• [Data records]

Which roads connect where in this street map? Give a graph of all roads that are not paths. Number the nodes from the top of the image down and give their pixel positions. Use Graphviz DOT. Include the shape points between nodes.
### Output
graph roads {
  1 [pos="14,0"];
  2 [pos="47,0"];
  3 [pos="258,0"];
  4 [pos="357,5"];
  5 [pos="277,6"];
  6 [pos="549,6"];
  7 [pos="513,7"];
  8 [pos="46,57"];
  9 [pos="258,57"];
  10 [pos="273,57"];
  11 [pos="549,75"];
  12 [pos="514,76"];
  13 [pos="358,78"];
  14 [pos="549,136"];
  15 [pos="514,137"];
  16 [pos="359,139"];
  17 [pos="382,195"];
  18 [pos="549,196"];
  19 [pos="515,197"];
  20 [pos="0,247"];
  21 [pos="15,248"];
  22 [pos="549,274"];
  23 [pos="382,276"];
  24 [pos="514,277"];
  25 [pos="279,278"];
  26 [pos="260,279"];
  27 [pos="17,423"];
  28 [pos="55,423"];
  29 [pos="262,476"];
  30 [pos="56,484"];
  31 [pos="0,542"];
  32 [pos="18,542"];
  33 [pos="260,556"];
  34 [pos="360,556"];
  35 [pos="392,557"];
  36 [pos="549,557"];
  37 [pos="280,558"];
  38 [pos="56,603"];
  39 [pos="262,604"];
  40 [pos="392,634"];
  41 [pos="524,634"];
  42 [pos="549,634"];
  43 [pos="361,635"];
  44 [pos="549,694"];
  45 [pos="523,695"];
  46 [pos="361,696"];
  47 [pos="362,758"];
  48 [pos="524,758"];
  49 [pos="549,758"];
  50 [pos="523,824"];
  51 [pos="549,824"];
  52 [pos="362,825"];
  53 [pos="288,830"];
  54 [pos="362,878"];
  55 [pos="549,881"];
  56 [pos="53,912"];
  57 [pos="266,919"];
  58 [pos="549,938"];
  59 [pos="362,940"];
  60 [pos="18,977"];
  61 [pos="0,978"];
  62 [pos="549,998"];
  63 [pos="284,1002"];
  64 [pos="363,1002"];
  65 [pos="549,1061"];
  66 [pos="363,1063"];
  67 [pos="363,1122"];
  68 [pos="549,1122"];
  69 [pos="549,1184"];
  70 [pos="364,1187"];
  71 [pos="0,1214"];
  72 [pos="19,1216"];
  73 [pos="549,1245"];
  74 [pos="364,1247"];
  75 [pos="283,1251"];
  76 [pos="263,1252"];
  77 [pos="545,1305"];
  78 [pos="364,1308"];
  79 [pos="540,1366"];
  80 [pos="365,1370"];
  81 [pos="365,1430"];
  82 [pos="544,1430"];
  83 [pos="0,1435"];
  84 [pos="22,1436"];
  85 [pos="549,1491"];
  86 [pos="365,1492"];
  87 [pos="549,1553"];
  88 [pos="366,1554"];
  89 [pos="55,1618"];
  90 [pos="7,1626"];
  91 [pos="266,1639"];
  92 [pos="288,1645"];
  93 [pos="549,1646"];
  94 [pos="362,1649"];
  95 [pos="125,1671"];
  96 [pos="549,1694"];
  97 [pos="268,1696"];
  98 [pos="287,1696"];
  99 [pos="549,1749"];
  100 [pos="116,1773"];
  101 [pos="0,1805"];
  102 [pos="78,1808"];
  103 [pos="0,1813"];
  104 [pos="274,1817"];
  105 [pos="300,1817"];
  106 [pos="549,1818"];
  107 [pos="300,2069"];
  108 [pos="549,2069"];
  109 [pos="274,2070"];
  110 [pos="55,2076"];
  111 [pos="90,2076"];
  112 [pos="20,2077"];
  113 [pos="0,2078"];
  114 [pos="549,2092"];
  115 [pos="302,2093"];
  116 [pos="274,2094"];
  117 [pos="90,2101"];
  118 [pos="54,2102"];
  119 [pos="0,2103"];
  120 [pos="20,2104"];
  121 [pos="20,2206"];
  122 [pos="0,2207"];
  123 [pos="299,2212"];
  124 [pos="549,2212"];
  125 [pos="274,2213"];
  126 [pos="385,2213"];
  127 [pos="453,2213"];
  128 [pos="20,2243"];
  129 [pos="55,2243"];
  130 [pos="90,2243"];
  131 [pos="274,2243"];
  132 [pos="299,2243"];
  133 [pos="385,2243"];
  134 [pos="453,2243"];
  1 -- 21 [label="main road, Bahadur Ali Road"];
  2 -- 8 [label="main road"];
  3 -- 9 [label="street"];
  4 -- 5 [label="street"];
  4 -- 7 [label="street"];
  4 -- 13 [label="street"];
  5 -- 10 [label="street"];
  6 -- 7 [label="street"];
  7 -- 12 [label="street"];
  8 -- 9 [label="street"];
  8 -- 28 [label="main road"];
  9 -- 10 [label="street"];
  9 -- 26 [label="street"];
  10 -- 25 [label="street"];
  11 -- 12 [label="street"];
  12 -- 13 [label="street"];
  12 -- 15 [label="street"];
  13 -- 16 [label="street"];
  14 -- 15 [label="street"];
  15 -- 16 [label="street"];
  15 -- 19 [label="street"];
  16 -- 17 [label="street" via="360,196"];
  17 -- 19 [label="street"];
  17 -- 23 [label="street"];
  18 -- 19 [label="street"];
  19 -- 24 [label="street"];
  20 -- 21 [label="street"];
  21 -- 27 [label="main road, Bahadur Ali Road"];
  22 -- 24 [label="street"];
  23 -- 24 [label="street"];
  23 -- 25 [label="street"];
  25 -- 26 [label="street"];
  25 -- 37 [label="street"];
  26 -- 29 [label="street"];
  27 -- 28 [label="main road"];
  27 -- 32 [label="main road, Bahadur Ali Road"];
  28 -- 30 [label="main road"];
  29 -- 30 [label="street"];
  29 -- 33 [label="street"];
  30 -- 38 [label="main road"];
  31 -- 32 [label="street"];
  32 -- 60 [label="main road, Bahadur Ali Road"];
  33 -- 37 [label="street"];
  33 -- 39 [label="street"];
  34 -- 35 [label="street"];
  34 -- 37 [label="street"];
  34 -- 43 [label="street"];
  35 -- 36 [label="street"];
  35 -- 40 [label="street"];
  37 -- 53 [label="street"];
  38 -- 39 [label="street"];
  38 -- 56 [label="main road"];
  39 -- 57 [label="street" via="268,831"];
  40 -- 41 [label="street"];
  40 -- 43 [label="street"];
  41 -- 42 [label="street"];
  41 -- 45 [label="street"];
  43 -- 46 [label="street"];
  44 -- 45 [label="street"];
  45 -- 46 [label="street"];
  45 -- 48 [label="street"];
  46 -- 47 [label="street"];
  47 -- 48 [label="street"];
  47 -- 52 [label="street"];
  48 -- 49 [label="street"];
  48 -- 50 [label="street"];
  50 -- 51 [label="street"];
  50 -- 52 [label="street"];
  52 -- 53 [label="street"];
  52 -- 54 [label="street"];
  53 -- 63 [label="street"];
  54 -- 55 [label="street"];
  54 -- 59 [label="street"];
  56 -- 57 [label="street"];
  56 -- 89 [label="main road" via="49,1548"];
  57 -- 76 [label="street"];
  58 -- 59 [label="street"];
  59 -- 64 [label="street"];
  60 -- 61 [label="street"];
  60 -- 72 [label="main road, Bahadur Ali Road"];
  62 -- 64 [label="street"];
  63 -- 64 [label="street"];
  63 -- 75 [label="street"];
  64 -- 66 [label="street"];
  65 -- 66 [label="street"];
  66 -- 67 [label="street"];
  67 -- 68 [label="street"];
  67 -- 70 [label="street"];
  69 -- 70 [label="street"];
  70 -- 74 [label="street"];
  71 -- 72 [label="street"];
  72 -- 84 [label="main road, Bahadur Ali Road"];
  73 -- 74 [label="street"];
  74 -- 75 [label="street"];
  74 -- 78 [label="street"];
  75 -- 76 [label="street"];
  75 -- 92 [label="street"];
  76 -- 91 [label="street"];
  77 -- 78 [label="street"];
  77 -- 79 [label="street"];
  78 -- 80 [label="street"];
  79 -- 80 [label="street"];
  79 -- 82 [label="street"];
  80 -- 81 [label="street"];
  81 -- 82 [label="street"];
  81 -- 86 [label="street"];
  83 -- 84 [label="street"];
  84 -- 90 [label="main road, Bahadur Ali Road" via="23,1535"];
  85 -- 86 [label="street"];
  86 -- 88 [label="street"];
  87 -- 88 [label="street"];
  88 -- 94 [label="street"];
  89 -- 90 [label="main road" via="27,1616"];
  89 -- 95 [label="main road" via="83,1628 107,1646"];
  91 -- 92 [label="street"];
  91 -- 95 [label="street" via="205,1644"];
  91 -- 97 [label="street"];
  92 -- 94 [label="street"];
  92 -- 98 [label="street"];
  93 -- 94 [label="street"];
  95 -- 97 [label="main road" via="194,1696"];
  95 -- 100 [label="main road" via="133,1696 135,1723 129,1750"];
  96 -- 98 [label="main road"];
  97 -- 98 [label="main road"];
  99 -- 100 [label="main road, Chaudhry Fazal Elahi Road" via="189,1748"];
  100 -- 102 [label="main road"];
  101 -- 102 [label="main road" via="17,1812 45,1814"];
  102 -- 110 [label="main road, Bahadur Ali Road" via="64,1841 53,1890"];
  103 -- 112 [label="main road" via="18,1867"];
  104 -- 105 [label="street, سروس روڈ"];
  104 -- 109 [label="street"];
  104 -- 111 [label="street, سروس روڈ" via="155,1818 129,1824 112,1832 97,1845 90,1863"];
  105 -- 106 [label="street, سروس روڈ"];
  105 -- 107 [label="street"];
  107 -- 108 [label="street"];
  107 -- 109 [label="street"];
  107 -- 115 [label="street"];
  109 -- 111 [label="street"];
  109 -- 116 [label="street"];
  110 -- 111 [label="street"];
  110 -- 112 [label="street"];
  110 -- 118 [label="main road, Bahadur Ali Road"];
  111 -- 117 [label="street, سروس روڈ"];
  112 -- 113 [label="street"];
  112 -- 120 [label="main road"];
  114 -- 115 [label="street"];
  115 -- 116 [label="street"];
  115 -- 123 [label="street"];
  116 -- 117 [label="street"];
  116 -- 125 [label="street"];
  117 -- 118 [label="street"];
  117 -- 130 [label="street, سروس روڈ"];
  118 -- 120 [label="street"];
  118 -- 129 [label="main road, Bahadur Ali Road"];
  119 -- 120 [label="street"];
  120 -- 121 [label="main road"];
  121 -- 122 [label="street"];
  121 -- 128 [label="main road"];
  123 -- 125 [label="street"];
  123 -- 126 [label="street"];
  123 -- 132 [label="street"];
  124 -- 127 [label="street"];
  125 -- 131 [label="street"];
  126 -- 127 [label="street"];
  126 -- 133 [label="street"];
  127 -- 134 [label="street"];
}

• [Your instructions] Find each line above that contains "سروس", and copy those lines.

• [Completed task]
  104 -- 105 [label="street, سروس روڈ"];
  104 -- 111 [label="street, سروس روڈ" via="155,1818 129,1824 112,1832 97,1845 90,1863"];
  105 -- 106 [label="street, سروس روڈ"];
  111 -- 117 [label="street, سروس روڈ"];
  117 -- 130 [label="street, سروس روڈ"];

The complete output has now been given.